WORK REQUIRED: Copy the entire listing, down to the final line, exactly.

========================

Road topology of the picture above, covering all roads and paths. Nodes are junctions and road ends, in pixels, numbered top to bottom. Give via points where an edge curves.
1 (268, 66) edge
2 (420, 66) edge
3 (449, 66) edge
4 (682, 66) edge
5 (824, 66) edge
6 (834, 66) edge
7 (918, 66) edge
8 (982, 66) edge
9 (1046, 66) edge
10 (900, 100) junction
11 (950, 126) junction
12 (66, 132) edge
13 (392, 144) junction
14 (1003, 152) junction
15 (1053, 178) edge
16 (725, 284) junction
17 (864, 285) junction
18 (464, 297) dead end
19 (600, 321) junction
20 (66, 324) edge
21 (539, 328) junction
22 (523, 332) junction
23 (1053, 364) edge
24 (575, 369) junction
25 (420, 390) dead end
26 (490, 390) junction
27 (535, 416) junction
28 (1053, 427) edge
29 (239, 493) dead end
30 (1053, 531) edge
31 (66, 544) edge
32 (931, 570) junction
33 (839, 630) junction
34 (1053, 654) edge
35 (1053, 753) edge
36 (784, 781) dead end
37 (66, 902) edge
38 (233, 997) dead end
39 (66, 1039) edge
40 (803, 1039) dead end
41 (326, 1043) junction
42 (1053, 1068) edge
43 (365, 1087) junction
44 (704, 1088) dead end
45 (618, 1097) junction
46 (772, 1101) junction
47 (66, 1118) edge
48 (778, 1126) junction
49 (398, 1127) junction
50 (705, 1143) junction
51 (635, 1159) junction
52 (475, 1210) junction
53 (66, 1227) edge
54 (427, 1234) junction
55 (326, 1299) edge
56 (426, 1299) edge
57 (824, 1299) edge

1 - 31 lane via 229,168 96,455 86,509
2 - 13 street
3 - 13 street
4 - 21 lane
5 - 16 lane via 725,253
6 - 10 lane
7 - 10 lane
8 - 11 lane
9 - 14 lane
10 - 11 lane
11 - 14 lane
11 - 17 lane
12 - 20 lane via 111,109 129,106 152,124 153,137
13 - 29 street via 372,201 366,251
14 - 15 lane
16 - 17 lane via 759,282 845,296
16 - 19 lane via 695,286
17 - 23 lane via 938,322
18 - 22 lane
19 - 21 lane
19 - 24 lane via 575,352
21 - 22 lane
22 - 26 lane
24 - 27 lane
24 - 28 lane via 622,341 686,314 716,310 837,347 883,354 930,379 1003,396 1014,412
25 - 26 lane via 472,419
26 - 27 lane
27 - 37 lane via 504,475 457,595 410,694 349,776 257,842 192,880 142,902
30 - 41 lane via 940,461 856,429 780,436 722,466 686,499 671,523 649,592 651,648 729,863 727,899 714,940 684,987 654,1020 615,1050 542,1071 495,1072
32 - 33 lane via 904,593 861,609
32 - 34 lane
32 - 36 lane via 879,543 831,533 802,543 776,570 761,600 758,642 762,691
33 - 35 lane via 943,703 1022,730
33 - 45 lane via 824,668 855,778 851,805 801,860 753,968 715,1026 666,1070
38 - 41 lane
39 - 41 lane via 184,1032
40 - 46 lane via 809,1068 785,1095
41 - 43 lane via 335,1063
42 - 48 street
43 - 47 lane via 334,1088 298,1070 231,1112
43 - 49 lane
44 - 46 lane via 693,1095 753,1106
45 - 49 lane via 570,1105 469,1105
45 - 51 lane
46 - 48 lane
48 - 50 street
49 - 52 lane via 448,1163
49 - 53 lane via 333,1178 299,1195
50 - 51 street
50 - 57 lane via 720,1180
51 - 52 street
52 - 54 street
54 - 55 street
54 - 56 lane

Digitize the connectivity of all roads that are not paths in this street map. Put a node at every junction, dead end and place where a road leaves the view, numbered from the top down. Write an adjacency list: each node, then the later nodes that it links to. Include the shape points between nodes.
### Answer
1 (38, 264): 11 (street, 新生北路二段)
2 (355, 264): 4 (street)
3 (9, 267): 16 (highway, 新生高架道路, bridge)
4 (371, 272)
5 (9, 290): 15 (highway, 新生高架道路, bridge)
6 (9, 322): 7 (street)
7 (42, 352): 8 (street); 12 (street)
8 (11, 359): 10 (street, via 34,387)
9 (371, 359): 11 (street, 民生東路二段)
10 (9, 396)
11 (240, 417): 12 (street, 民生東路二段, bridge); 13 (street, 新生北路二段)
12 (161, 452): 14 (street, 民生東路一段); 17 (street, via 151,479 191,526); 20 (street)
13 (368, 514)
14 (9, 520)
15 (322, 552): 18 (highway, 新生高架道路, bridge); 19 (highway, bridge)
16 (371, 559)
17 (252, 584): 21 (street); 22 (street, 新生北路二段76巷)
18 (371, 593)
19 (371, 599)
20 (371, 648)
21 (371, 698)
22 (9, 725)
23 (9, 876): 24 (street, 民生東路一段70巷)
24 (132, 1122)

========================

SOLVED EXERCISE:
Road topology of the picture above, covering all roads and paths. Nodes are junctions and road ends, in pixels, numbered top to bottom. Give via points where an edge curves.
1 (268, 66) edge
2 (420, 66) edge
3 (449, 66) edge
4 (682, 66) edge
5 (824, 66) edge
6 (834, 66) edge
7 (918, 66) edge
8 (982, 66) edge
9 (1046, 66) edge
10 (900, 100) junction
11 (950, 126) junction
12 (66, 132) edge
13 (392, 144) junction
14 (1003, 152) junction
15 (1053, 178) edge
16 (725, 284) junction
17 (864, 285) junction
18 (464, 297) dead end
19 (600, 321) junction
20 (66, 324) edge
21 (539, 328) junction
22 (523, 332) junction
23 (1053, 364) edge
24 (575, 369) junction
25 (420, 390) dead end
26 (490, 390) junction
27 (535, 416) junction
28 (1053, 427) edge
29 (239, 493) dead end
30 (1053, 531) edge
31 (66, 544) edge
32 (931, 570) junction
33 (839, 630) junction
34 (1053, 654) edge
35 (1053, 753) edge
36 (784, 781) dead end
37 (66, 902) edge
38 (233, 997) dead end
39 (66, 1039) edge
40 (803, 1039) dead end
41 (326, 1043) junction
42 (1053, 1068) edge
43 (365, 1087) junction
44 (704, 1088) dead end
45 (618, 1097) junction
46 (772, 1101) junction
47 (66, 1118) edge
48 (778, 1126) junction
49 (398, 1127) junction
50 (705, 1143) junction
51 (635, 1159) junction
52 (475, 1210) junction
53 (66, 1227) edge
54 (427, 1234) junction
55 (326, 1299) edge
56 (426, 1299) edge
57 (824, 1299) edge

1 - 31 lane via 229,168 96,455 86,509
2 - 13 street
3 - 13 street
4 - 21 lane
5 - 16 lane via 725,253
6 - 10 lane
7 - 10 lane
8 - 11 lane
9 - 14 lane
10 - 11 lane
11 - 14 lane
11 - 17 lane
12 - 20 lane via 111,109 129,106 152,124 153,137
13 - 29 street via 372,201 366,251
14 - 15 lane
16 - 17 lane via 759,282 845,296
16 - 19 lane via 695,286
17 - 23 lane via 938,322
18 - 22 lane
19 - 21 lane
19 - 24 lane via 575,352
21 - 22 lane
22 - 26 lane
24 - 27 lane
24 - 28 lane via 622,341 686,314 716,310 837,347 883,354 930,379 1003,396 1014,412
25 - 26 lane via 472,419
26 - 27 lane
27 - 37 lane via 504,475 457,595 410,694 349,776 257,842 192,880 142,902
30 - 41 lane via 940,461 856,429 780,436 722,466 686,499 671,523 649,592 651,648 729,863 727,899 714,940 684,987 654,1020 615,1050 542,1071 495,1072
32 - 33 lane via 904,593 861,609
32 - 34 lane
32 - 36 lane via 879,543 831,533 802,543 776,570 761,600 758,642 762,691
33 - 35 lane via 943,703 1022,730
33 - 45 lane via 824,668 855,778 851,805 801,860 753,968 715,1026 666,1070
38 - 41 lane
39 - 41 lane via 184,1032
40 - 46 lane via 809,1068 785,1095
41 - 43 lane via 335,1063
42 - 48 street
43 - 47 lane via 334,1088 298,1070 231,1112
43 - 49 lane
44 - 46 lane via 693,1095 753,1106
45 - 49 lane via 570,1105 469,1105
45 - 51 lane
46 - 48 lane
48 - 50 street
49 - 52 lane via 448,1163
49 - 53 lane via 333,1178 299,1195
50 - 51 street
50 - 57 lane via 720,1180
51 - 52 street
52 - 54 street
54 - 55 street
54 - 56 lane

Digitize the connectivity of all roads that are not paths in this street map. Put a node at every junction, dead end and place where a road leaves the view, numbered from the top down. Write an adjacency list: each node, then the later nodes that it links to. Include the shape points between nodes.
### Answer
1 (38, 264): 11 (street, 新生北路二段)
2 (355, 264): 4 (street)
3 (9, 267): 16 (highway, 新生高架道路, bridge)
4 (371, 272)
5 (9, 290): 15 (highway, 新生高架道路, bridge)
6 (9, 322): 7 (street)
7 (42, 352): 8 (street); 12 (street)
8 (11, 359): 10 (street, via 34,387)
9 (371, 359): 11 (street, 民生東路二段)
10 (9, 396)
11 (240, 417): 12 (street, 民生東路二段, bridge); 13 (street, 新生北路二段)
12 (161, 452): 14 (street, 民生東路一段); 17 (street, via 151,479 191,526); 20 (street)
13 (368, 514)
14 (9, 520)
15 (322, 552): 18 (highway, 新生高架道路, bridge); 19 (highway, bridge)
16 (371, 559)
17 (252, 584): 21 (street); 22 (street, 新生北路二段76巷)
18 (371, 593)
19 (371, 599)
20 (371, 648)
21 (371, 698)
22 (9, 725)
23 (9, 876): 24 (street, 民生東路一段70巷)
24 (132, 1122)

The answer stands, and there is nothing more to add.